So I turned 40 recently. As a joke, a friend shared an infographic showing that people in their 40s are statistically the least happy (and being the eternal skeptic, I did dig up the source):

Happiness Index by age - source: Gallup poll via Brookings Institution

As I get older, the desire to share my story, to have it be understood and appreciated, gets stronger; yet I am acutely aware how unlikely it is. It is an ordinary life after all. My stories of love, victories, losses; anecdotes of joy, pride, and guilt; will go to the grave with me. Like tears in rain. This is for the best, of course. The new generation doesn’t need to be burdened with our past, it needs to write its own adventures. After all, you can only tell your kids about honor, heartbreak, loyalty, courage, and intellectual honesty. To understand, they must experience it for themselves, grapple with it and earn it the hard way.

One thing I sincerely wish to avoid though, is to be completely blind about myself. “Our task is to look at the world and see it whole”, said E.F. Schumacher. I merely aim to see myself whole - that is a difficult enough task.

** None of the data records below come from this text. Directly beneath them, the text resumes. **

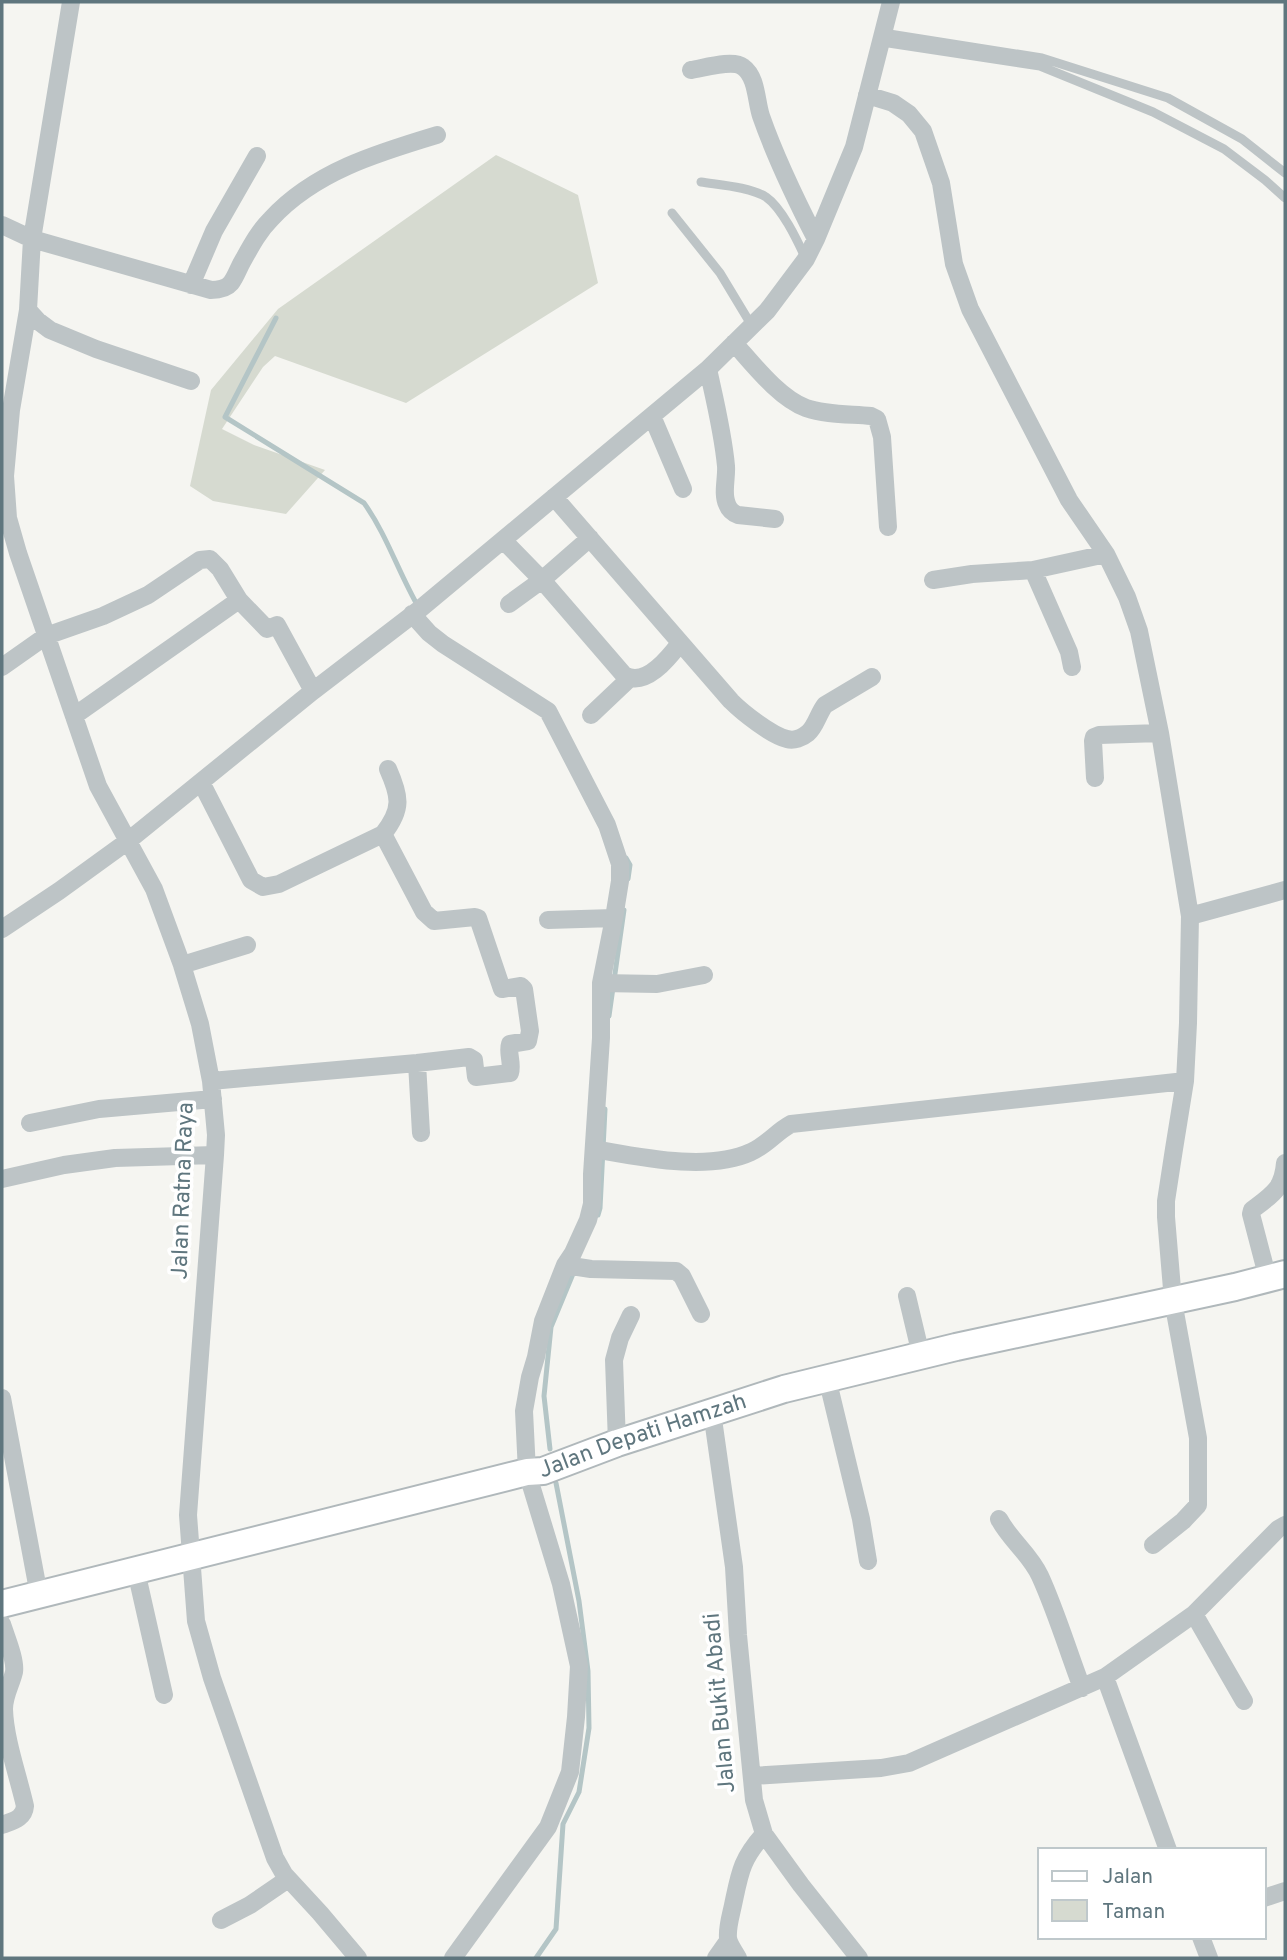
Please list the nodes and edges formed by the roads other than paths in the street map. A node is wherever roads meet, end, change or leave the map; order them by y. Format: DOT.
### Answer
graph roads {
  1 [pos="71,2"];
  2 [pos="891,2"];
  3 [pos="883,38"];
  4 [pos="691,70"];
  5 [pos="867,96"];
  6 [pos="437,135"];
  7 [pos="257,156"];
  8 [pos="1285,173"];
  9 [pos="701,182"];
  10 [pos="1285,198"];
  11 [pos="672,213"];
  12 [pos="2,225"];
  13 [pos="816,239"];
  14 [pos="32,240"];
  15 [pos="806,259"];
  16 [pos="191,285"];
  17 [pos="27,310"];
  18 [pos="752,326"];
  19 [pos="734,343"];
  20 [pos="708,369"];
  21 [pos="191,381"];
  22 [pos="652,416"];
  23 [pos="683,489"];
  24 [pos="554,497"];
  25 [pos="775,519"];
  26 [pos="888,527"];
  27 [pos="590,538"];
  28 [pos="503,540"];
  29 [pos="1106,554"];
  30 [pos="1033,570"];
  31 [pos="542,580"];
  32 [pos="933,580"];
  33 [pos="239,600"];
  34 [pos="509,604"];
  35 [pos="421,607"];
  36 [pos="46,636"];
  37 [pos="680,643"];
  38 [pos="2,667"];
  39 [pos="1072,667"];
  40 [pos="872,677"];
  41 [pos="629,679"];
  42 [pos="313,691"];
  43 [pos="591,715"];
  44 [pos="74,716"];
  45 [pos="1160,733"];
  46 [pos="388,768"];
  47 [pos="1095,778"];
  48 [pos="201,782"];
  49 [pos="383,834"];
  50 [pos="128,841"];
  51 [pos="1285,890"];
  52 [pos="1189,916"];
  53 [pos="614,918"];
  54 [pos="548,920"];
  55 [pos="2,927"];
  56 [pos="247,945"];
  57 [pos="182,965"];
  58 [pos="704,975"];
  59 [pos="607,983"];
  60 [pos="417,1063"];
  61 [pos="1185,1081"];
  62 [pos="212,1090"];
  63 [pos="30,1124"];
  64 [pos="421,1133"];
  65 [pos="597,1150"];
  66 [pos="215,1155"];
  67 [pos="1285,1163"];
  68 [pos="2,1179"];
  69 [pos="576,1267"];
  70 [pos="1277,1276"];
  71 [pos="907,1296"];
  72 [pos="1173,1301"];
  73 [pos="701,1314"];
  74 [pos="631,1315"];
  75 [pos="921,1355"];
  76 [pos="827,1378"];
  77 [pos="2,1398"];
  78 [pos="712,1412"];
  79 [pos="617,1443"];
  80 [pos="527,1472"];
  81 [pos="999,1519"];
  82 [pos="1285,1525"];
  83 [pos="1153,1545"];
  84 [pos="190,1558"];
  85 [pos="868,1560"];
  86 [pos="136,1571"];
  87 [pos="39,1595"];
  88 [pos="2,1604"];
  89 [pos="1194,1614"];
  90 [pos="2,1624"];
  91 [pos="1105,1677"];
  92 [pos="1082,1688"];
  93 [pos="164,1695"];
  94 [pos="1244,1701"];
  95 [pos="752,1776"];
  96 [pos="2,1825"];
  97 [pos="764,1834"];
  98 [pos="1167,1848"];
  99 [pos="288,1879"];
  100 [pos="1285,1891"];
  101 [pos="1266,1897"];
  102 [pos="221,1920"];
  103 [pos="1202,1939"];
  104 [pos="728,1941"];
  105 [pos="358,1958"];
  106 [pos="453,1958"];
  107 [pos="716,1958"];
  108 [pos="738,1958"];
  109 [pos="859,1958"];
  110 [pos="1209,1958"];
  1 -- 14 [label="street, Jalan Ratna Raya"];
  2 -- 3 [label="street"];
  3 -- 5 [label="street"];
  3 -- 8 [label="lane"];
  3 -- 10 [label="lane"];
  4 -- 13 [label="street"];
  5 -- 13 [label="street"];
  5 -- 29 [label="street"];
  6 -- 16 [label="street"];
  7 -- 16 [label="street"];
  9 -- 15 [label="lane"];
  11 -- 18 [label="lane"];
  12 -- 14 [label="street"];
  13 -- 15 [label="street"];
  14 -- 16 [label="street"];
  14 -- 17 [label="street, Jalan Ratna Raya"];
  15 -- 18 [label="street"];
  17 -- 21 [label="street"];
  17 -- 36 [label="street, Jalan Ratna Raya"];
  18 -- 19 [label="street"];
  19 -- 20 [label="street"];
  19 -- 26 [label="street"];
  20 -- 22 [label="street"];
  20 -- 25 [label="street"];
  22 -- 23 [label="street"];
  22 -- 24 [label="street"];
  24 -- 27 [label="street"];
  24 -- 28 [label="street"];
  27 -- 31 [label="street"];
  27 -- 37 [label="street"];
  28 -- 31 [label="street"];
  28 -- 35 [label="street"];
  29 -- 30 [label="street"];
  29 -- 45 [label="street"];
  30 -- 32 [label="street"];
  30 -- 39 [label="street"];
  31 -- 34 [label="street"];
  31 -- 41 [label="street"];
  33 -- 36 [label="street"];
  33 -- 42 [label="street"];
  33 -- 44 [label="street"];
  35 -- 42 [label="street"];
  35 -- 53 [label="street"];
  36 -- 38 [label="street"];
  36 -- 44 [label="street, Jalan Ratna Raya"];
  37 -- 40 [label="street"];
  37 -- 41 [label="street"];
  41 -- 43 [label="street"];
  42 -- 48 [label="street"];
  44 -- 50 [label="street, Jalan Ratna Raya"];
  45 -- 47 [label="street"];
  45 -- 52 [label="street"];
  46 -- 49 [label="street"];
  48 -- 49 [label="street"];
  48 -- 50 [label="street"];
  49 -- 60 [label="street"];
  50 -- 55 [label="street"];
  50 -- 57 [label="street, Jalan Ratna Raya"];
  51 -- 52 [label="street"];
  52 -- 61 [label="street"];
  53 -- 54 [label="street"];
  53 -- 59 [label="street"];
  56 -- 57 [label="street"];
  57 -- 62 [label="street, Jalan Ratna Raya"];
  58 -- 59 [label="street"];
  59 -- 65 [label="street"];
  60 -- 62 [label="street"];
  60 -- 64 [label="street"];
  61 -- 65 [label="street"];
  61 -- 72 [label="street"];
  62 -- 63 [label="street"];
  62 -- 66 [label="street, Jalan Ratna Raya"];
  65 -- 69 [label="street"];
  66 -- 68 [label="street"];
  66 -- 84 [label="street, Jalan Ratna Raya"];
  67 -- 70 [label="street"];
  69 -- 73 [label="street"];
  69 -- 80 [label="street"];
  70 -- 72 [label="main road, Jalan Depati Hamzah"];
  71 -- 75 [label="street"];
  72 -- 75 [label="main road, Jalan Depati Hamzah"];
  72 -- 83 [label="street"];
  74 -- 79 [label="street"];
  75 -- 76 [label="main road, Jalan Depati Hamzah"];
  76 -- 78 [label="main road, Jalan Depati Hamzah"];
  76 -- 85 [label="street"];
  77 -- 87 [label="street"];
  78 -- 79 [label="main road, Jalan Depati Hamzah"];
  78 -- 95 [label="street, Jalan Bukit Abadi"];
  79 -- 80 [label="main road, Jalan Depati Hamzah"];
  80 -- 84 [label="main road, Jalan Depati Hamzah"];
  80 -- 106 [label="street"];
  81 -- 92 [label="street"];
  82 -- 89 [label="street"];
  84 -- 86 [label="main road, Jalan Depati Hamzah"];
  84 -- 99 [label="street, Jalan Ratna Raya"];
  86 -- 87 [label="main road, Jalan Depati Hamzah"];
  86 -- 93 [label="street"];
  87 -- 88 [label="main road, Jalan Depati Hamzah"];
  89 -- 91 [label="street"];
  89 -- 94 [label="street"];
  90 -- 96 [label="street"];
  91 -- 92 [label="street"];
  91 -- 98 [label="street"];
  92 -- 95 [label="street"];
  95 -- 97 [label="street, Jalan Bukit Abadi"];
  97 -- 104 [label="street"];
  97 -- 109 [label="street, Jalan Bukit Abadi"];
  99 -- 102 [label="street"];
  99 -- 105 [label="street, Jalan Ratna Raya"];
  100 -- 101 [label="street"];
  103 -- 110 [label="street"];
  104 -- 107 [label="street"];
  104 -- 108 [label="street"];
}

In John Mortimer’s play “Rumpole and the Confession of Guilt”, old Rumpole asks his wife, “Who am I, really?” The question is a haunting one. The Horace Rumpole we know is a gifted and witty trial lawyer who, to the chagrin of his wife, lacks the desire or political savvy to climb the social/career ladder. He’s too iconoclastic, too eccentric, too upright. As other less-qualified men pass him by, he stubbornly remains faithful to his first love - the courtroom - saying “I have the pride to be an Old Bailey hack.” His home life with “She Who Must Be Obeyed” is more duty than pleasure, but he dotes on his son Nick, who as a child loved hearing his dad’s courtroom stories and seeing him in action. “We understand each other, my boy and I,” says Rumpole. Yet as the story goes on, we see that this self-narrative is flawed. Nick, now a young man about to embark on a career in America, is disillusioned with his father’s “courtroom tricks” as he calls them, and makes a last-ditch attempt to break through the old man’s armor and reforge their relationship. It almost works; but just as Horace is opening up, their conversation is interrupted and the mask goes back up. Later, Rumpole’s brilliant instincts help him win the case and save an innocent man from prison; but Nick (who only saw his dad floundering in the morning session) wasn’t there to see it. Rumpole silently carries on the “dialogue” with Nick in his head - almost as if he’s talking to the 4-year old child who hung on his dad’s every word, not the grown man who confronted him an hour ago. One gets the sense that empty-nester Horace does this often. Later that night, as he is discussing the events of the day with “She Who Must Be Obeyed” Hilda, he suddenly asks that fateful question. “Who am I, really?” Hilda, we notice, is no longer an overbearing nag but has taken to alcohol to drown the tedium of an unhappy marriage. She has no answer. Rumpole, as if to protect himself from a blinding flash of self-awareness, buries himself back into case work.

I don’t know why this play affected me so much, or why I remembered it recently. Some combination of my own age/mortality, memories of my parents (then and now), and the fact that I inherited a love of the light-hearted Rumpole books from my father. He was, like old Horace, a loving but uncommunicative man, professionally brilliant but distant at home, lovable but unable to share his true self with those nearest to him. Perhaps I fear going down the same path.

So what is a middle aged man, whose all-time hero Douglas Adams died at 49, to share with the next generation? The thing that comes closest to mind is the moments that left me awe-struck. The smile on my baby sister’s face upon seeing me when I came home from school. Seeing the Swiss Alps at Gimmelwald. Hitting the perfect cricketing pull shot. So many moments of love and vulnerability with the love of my life. So many moments with my kids - seeing them grow up will forever be the best thing I ever did. Having wonderful parents, and being able (to some extent) to be a good son. Reading PG Wodehouse and Douglas Adams books. A.R. Rahman’s music, Ghalib’s poetry.

Remembering these moments… yes, even if it were to all end tomorrow, I would still say “Yup, I got my money’s worth.”